The kids are wearing greenish stone amulets around their necks, probably Buddhist, that their parents surely bought to protect them.

A high-pitched sound interrupts announces that the doors are closing, and they do. Suddenly, the train jerks forward and I watch, horrified, as the little girl goes flying head first onto the car floor, which is made of hard rubber. She starts crying, and her mother, with the reflexes of someone who is used to picking up crying little children, quickly collects her.

The mother looks at the father. I imagine that in her head she is saying (in Taiwanese of course): "You're sitting right next to her. She's not supposed to fly head-first onto the floor when the train starts moving, you putz." How do you say putz in Taiwanese?

Mom sends the little girl to her father to care and comfort her. However, father astutely notices that after five seconds, the little girl is still crying. With an air of frustration, he turns the little girl around, and says, "Go, sit over there with your mother."

As if to express solidarity, the boy, who has been sitting next to his mother watching the whole ordeal, gets up to sit next to his Dad. He's smirking a little, as you would expect most seven year-old boys to respond in this situation. Is he smirking because his sister just fell, or because he knows his Dad is a shmuck and is pretending that he's not? Kids are pretty smart, you know.

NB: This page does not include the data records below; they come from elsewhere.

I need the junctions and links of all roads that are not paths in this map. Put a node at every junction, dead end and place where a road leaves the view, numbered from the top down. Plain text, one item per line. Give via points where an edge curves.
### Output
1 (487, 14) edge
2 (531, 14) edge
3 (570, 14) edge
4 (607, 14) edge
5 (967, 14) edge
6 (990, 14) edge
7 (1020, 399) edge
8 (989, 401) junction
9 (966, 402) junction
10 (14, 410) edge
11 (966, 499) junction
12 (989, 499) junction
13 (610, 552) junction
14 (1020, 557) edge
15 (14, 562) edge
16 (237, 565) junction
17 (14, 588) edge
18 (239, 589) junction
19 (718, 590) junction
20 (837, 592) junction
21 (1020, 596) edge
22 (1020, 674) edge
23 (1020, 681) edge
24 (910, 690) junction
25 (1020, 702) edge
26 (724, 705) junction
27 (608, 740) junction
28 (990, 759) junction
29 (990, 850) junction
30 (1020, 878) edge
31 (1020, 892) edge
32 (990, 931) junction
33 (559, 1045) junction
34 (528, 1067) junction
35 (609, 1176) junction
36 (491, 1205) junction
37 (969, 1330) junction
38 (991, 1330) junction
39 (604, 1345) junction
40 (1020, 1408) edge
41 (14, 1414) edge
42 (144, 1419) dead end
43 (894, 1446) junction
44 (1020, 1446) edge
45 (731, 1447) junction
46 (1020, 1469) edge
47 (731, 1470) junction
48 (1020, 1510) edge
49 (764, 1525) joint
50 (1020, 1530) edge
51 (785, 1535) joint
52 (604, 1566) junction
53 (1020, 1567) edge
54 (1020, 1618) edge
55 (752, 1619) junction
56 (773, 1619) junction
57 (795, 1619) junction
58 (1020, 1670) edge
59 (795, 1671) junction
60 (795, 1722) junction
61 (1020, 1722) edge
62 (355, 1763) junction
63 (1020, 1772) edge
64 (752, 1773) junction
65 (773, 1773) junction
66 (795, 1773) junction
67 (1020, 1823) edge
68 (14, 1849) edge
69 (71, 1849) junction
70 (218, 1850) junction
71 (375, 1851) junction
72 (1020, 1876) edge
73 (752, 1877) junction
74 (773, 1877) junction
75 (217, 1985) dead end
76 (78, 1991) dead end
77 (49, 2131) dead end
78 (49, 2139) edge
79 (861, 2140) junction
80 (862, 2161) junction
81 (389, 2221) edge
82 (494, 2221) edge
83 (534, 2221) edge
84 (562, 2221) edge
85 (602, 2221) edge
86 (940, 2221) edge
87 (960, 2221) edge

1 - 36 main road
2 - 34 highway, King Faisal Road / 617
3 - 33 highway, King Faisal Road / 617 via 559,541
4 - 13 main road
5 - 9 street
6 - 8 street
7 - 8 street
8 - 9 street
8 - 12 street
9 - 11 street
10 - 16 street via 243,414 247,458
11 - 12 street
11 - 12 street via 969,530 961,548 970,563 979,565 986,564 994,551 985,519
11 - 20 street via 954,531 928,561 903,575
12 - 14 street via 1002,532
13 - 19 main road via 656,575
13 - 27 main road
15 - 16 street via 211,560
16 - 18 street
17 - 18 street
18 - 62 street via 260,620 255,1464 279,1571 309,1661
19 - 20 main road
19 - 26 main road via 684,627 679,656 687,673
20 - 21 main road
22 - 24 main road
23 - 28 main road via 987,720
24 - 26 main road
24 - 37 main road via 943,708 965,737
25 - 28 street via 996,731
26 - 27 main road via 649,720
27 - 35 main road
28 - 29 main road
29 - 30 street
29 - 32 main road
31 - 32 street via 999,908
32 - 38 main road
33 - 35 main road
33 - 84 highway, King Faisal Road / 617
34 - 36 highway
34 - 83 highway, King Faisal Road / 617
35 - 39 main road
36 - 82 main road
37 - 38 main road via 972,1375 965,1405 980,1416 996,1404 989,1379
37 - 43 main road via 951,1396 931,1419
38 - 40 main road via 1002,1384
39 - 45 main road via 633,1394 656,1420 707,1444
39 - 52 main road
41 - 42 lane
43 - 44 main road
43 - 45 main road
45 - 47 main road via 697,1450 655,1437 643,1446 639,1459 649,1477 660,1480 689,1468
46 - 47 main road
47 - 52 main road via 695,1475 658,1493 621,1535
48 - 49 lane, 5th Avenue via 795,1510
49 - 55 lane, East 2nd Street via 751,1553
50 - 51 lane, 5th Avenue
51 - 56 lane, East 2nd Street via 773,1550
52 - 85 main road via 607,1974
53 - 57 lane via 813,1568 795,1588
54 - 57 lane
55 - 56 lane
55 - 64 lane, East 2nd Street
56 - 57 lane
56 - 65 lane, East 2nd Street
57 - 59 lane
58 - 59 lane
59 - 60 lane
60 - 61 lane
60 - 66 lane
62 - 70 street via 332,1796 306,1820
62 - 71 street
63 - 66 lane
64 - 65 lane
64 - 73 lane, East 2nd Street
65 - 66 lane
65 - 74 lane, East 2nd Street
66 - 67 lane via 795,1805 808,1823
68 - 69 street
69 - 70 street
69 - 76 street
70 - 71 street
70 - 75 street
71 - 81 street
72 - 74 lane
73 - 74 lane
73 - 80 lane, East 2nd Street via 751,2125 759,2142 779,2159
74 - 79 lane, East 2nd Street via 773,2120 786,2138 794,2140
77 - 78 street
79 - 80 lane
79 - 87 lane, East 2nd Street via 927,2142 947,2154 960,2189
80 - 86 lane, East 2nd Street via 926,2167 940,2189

The girl is now in her mom's lap, and mom is now tending to her daughter, comforting her with words, stroking her forehead. The tears stream down her little face.

I look at the Dad. He still looks upset, which I am pretty sure is just a front for his embarrassment. He is looking away from his wife and his daughter. Not at anything in particular, though, just more looking into space. Thinking of his job, thinking of his next vacation.

I am thinking all of the above, when I begin to feel compassion for this man. I realize that it probably isn't easy being a Dad. Working long hours, telling kids to shut up. No time for the hobbies he loved as a young man, like taekwondo or Chinese chess.

Suddenly, as if someone has just removed the battery to the MP3 player in my brain, my thoughts stop. I notice the mom stroking her daughter's forehead, notice the girl still clinging to her mother, still crying a little.

We pass several stations, and there are no thoughts of shmucks or overworked dads, just paying attention to my surroundings. On a train filled with Taiwanese people in Taiwan. I look outside and see the ugly apartment buildings of Taipei. The doors open. A teenager gets on. An old lady gets on.

Finally, the train stops at Zhongxiao Fuxing, the main transfer station, and the family on my left stand up to get off the train. The mother picks the girl up and gives her to Dad to carry her.

The little girl clings to her Dad, and they step off the train.

1 comment:

Anonymous said...

I like those moments when the brain finally shuts up and just notices reality. Lately I've been noticing my mind kind of stepping back and watching its own neurotic behavior. The behavior doesn't change, but there is a sense of distance from it. Like it isn't me doing that. It's a bit of relief from being caught up in all that stuff. Happy train riding, Roni!